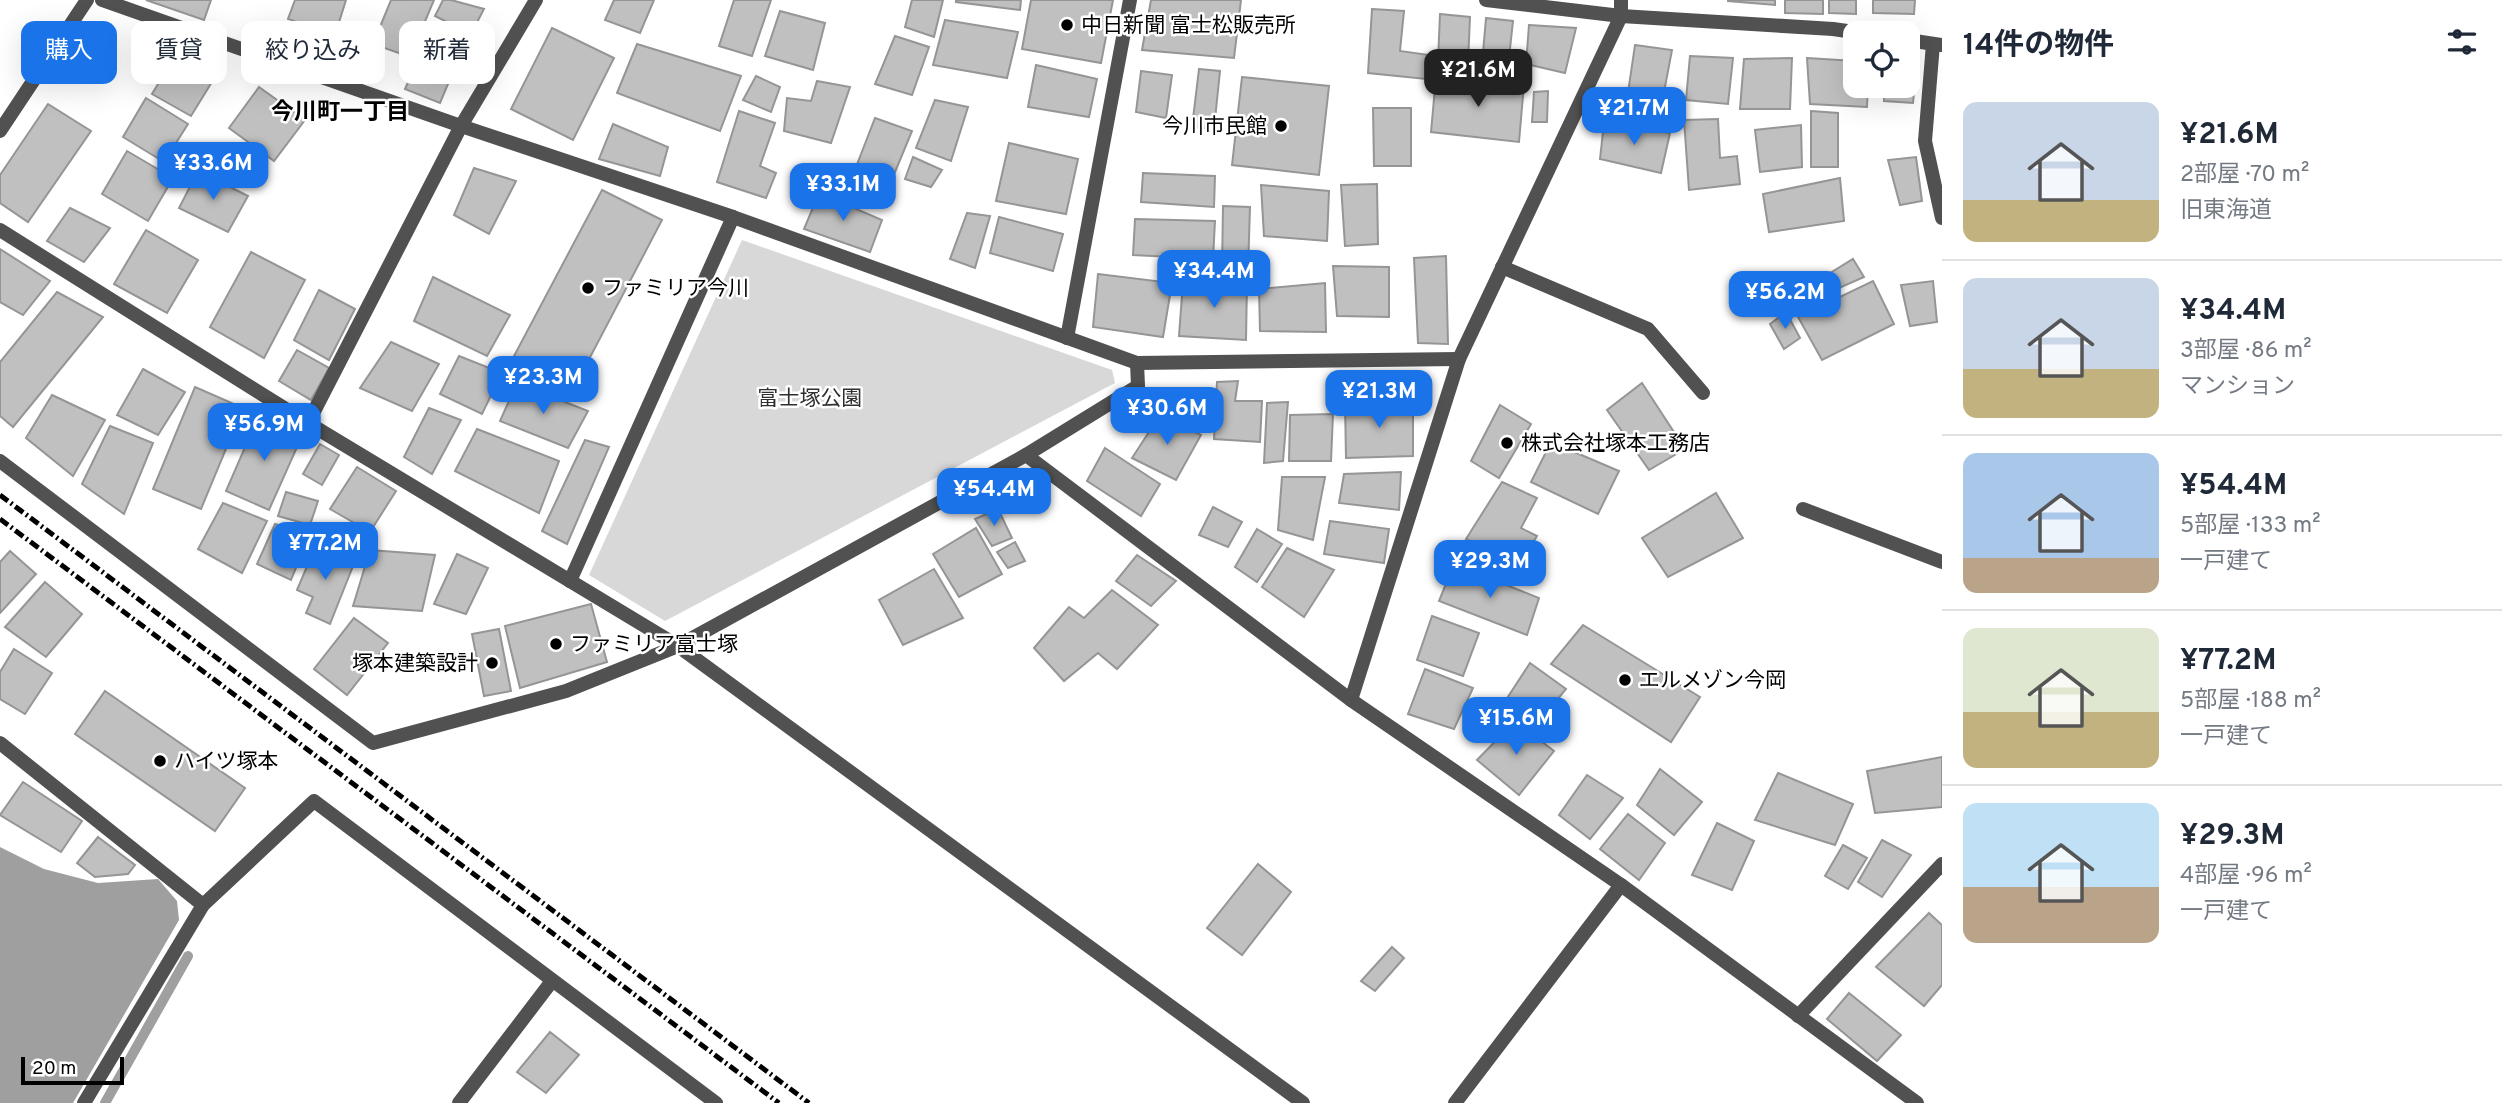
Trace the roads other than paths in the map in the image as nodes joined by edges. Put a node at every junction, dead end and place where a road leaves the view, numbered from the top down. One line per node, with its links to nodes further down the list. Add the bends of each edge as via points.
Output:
1 (87, 0): 12 (street)
2 (102, 0): 11 (street)
3 (536, 0): 11 (street)
4 (1130, 0): 17 (street)
5 (1486, 0): 7 (street)
6 (1621, 0): 7 (street)
7 (1621, 16): 8 (street); 16 (street)
8 (1843, 30)
9 (1920, 42): 10 (street)
10 (1938, 44): 14 (street, via 1924,141)
11 (461, 126): 13 (street); 21 (street)
12 (0, 131)
13 (733, 217): 17 (street); 26 (street)
14 (1942, 218)
15 (0, 230): 21 (street)
16 (1502, 267): 18 (street); 20 (street, via 1648,329)
17 (1067, 338): 19 (street)
18 (1459, 359): 19 (street); 28 (street)
19 (1137, 363): 22 (street, via 1138,386)
20 (1703, 393)
21 (308, 423): 26 (street)
22 (1026, 455): 27 (street); 28 (street)
23 (0, 461): 27 (street, via 373,743 566,691)
24 (1803, 509): 25 (street)
25 (1942, 562)
26 (570, 581): 27 (street)
27 (678, 646): 38 (street)
28 (1351, 699): 31 (street)
29 (0, 743): 32 (street)
30 (1942, 864): 34 (street)
31 (1621, 885): 34 (street); 39 (street)
32 (203, 905): 33 (street, via 314,801); 35 (street)
33 (552, 981): 36 (street); 37 (street)
34 (1798, 1016): 40 (street)
35 (85, 1103)
36 (459, 1103)
37 (716, 1103)
38 (1303, 1103)
39 (1455, 1103)
40 (1917, 1103)

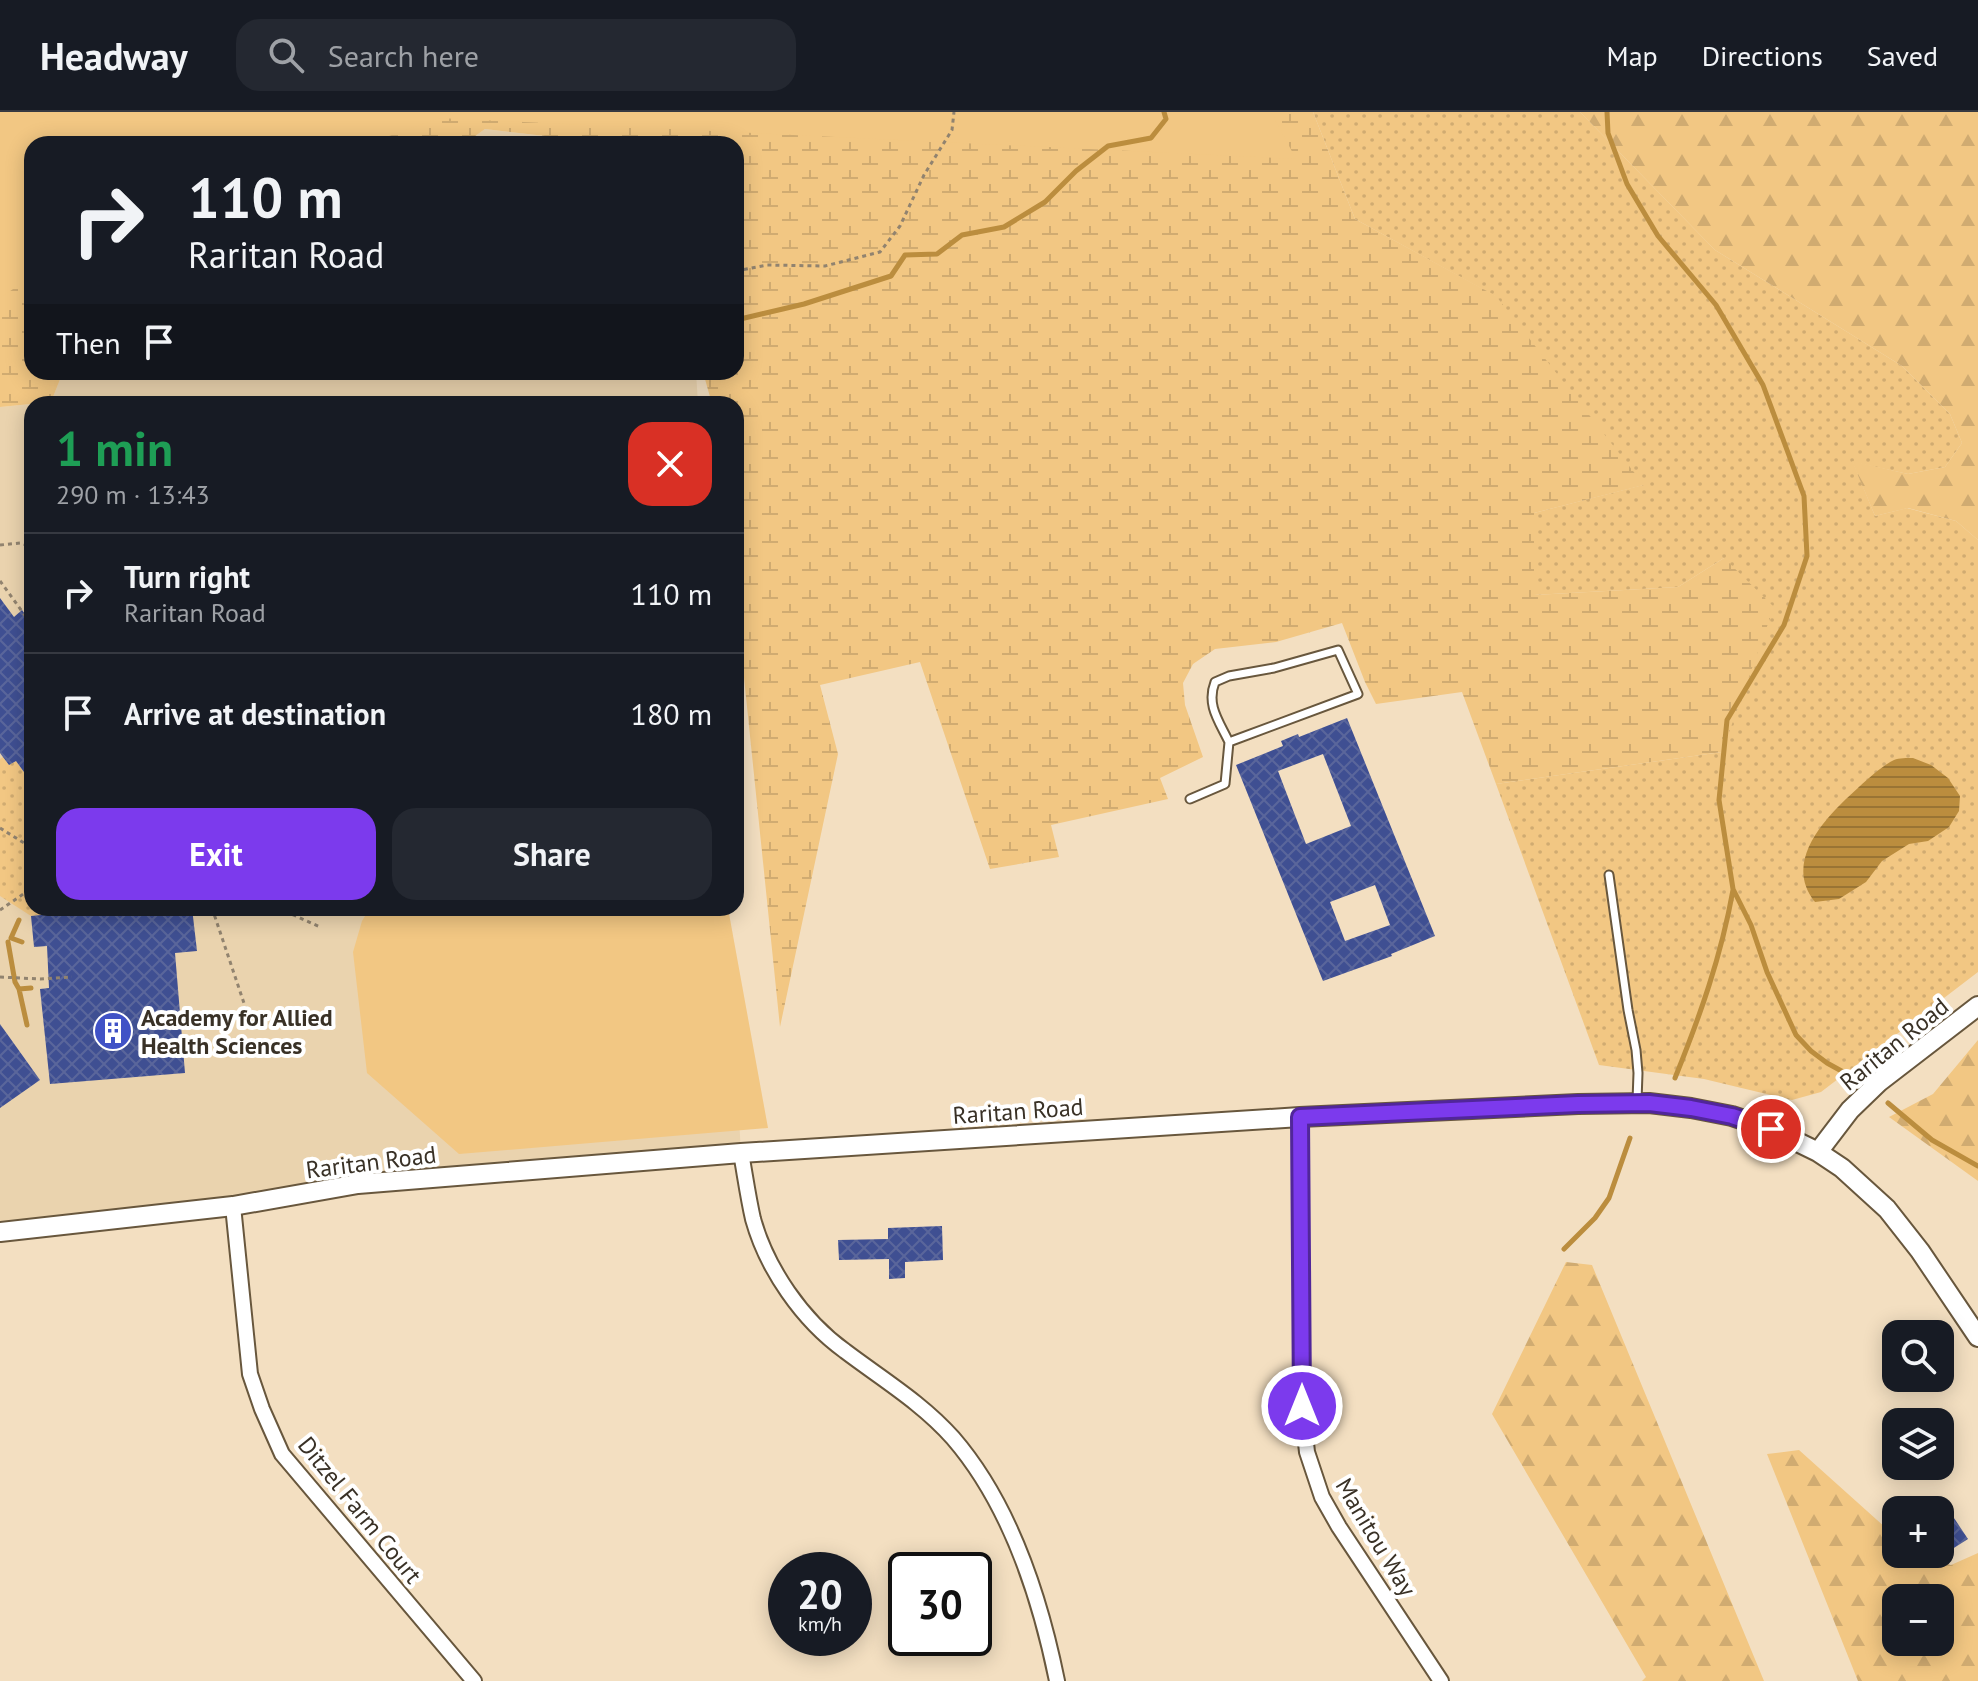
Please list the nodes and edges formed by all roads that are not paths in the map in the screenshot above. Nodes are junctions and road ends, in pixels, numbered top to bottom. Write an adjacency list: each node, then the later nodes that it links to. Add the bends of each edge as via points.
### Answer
—————
What the exercise asks
Going from the line that has "Please list the" through the last line of the entries, retype each line exactly as given and add nothing.

Task answer
Please list the nodes and edges formed by all roads that are not paths in the map in the screenshot above. Nodes are junctions and road ends, in pixels, numbered top to bottom. Write an adjacency list: each node, then the later nodes that it links to. Add the bends of each edge as via points.
### Answer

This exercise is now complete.